---- Material shown
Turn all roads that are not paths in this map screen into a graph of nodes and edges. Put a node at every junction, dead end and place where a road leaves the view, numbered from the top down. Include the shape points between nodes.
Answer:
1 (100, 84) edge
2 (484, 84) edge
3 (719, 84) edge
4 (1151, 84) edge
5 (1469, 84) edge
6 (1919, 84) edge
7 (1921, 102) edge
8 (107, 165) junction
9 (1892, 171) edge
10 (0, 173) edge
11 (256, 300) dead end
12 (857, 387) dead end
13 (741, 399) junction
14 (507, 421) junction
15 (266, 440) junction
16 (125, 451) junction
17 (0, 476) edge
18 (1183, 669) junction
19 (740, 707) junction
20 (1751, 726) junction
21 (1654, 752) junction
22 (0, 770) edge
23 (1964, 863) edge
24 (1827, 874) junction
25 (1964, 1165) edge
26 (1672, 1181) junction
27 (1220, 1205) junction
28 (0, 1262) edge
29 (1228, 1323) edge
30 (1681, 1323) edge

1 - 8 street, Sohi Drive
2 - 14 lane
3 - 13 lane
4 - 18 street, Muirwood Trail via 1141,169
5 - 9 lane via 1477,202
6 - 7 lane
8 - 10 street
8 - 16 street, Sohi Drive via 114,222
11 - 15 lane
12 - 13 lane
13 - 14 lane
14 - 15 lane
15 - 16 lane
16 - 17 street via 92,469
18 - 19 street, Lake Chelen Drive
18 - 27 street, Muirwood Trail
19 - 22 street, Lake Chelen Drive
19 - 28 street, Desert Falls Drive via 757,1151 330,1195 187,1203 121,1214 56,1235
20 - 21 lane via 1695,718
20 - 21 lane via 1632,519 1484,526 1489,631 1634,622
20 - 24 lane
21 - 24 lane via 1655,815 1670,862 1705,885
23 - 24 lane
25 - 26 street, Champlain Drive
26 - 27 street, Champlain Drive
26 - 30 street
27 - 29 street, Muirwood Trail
--------
# [Your assignment]
Take the entries above and transcribe them exactly as they stand.

# [Output for this exercise]
Turn all roads that are not paths in this map screen into a graph of nodes and edges. Put a node at every junction, dead end and place where a road leaves the view, numbered from the top down. Include the shape points between nodes.
Answer:
1 (100, 84) edge
2 (484, 84) edge
3 (719, 84) edge
4 (1151, 84) edge
5 (1469, 84) edge
6 (1919, 84) edge
7 (1921, 102) edge
8 (107, 165) junction
9 (1892, 171) edge
10 (0, 173) edge
11 (256, 300) dead end
12 (857, 387) dead end
13 (741, 399) junction
14 (507, 421) junction
15 (266, 440) junction
16 (125, 451) junction
17 (0, 476) edge
18 (1183, 669) junction
19 (740, 707) junction
20 (1751, 726) junction
21 (1654, 752) junction
22 (0, 770) edge
23 (1964, 863) edge
24 (1827, 874) junction
25 (1964, 1165) edge
26 (1672, 1181) junction
27 (1220, 1205) junction
28 (0, 1262) edge
29 (1228, 1323) edge
30 (1681, 1323) edge

1 - 8 street, Sohi Drive
2 - 14 lane
3 - 13 lane
4 - 18 street, Muirwood Trail via 1141,169
5 - 9 lane via 1477,202
6 - 7 lane
8 - 10 street
8 - 16 street, Sohi Drive via 114,222
11 - 15 lane
12 - 13 lane
13 - 14 lane
14 - 15 lane
15 - 16 lane
16 - 17 street via 92,469
18 - 19 street, Lake Chelen Drive
18 - 27 street, Muirwood Trail
19 - 22 street, Lake Chelen Drive
19 - 28 street, Desert Falls Drive via 757,1151 330,1195 187,1203 121,1214 56,1235
20 - 21 lane via 1695,718
20 - 21 lane via 1632,519 1484,526 1489,631 1634,622
20 - 24 lane
21 - 24 lane via 1655,815 1670,862 1705,885
23 - 24 lane
25 - 26 street, Champlain Drive
26 - 27 street, Champlain Drive
26 - 30 street
27 - 29 street, Muirwood Trail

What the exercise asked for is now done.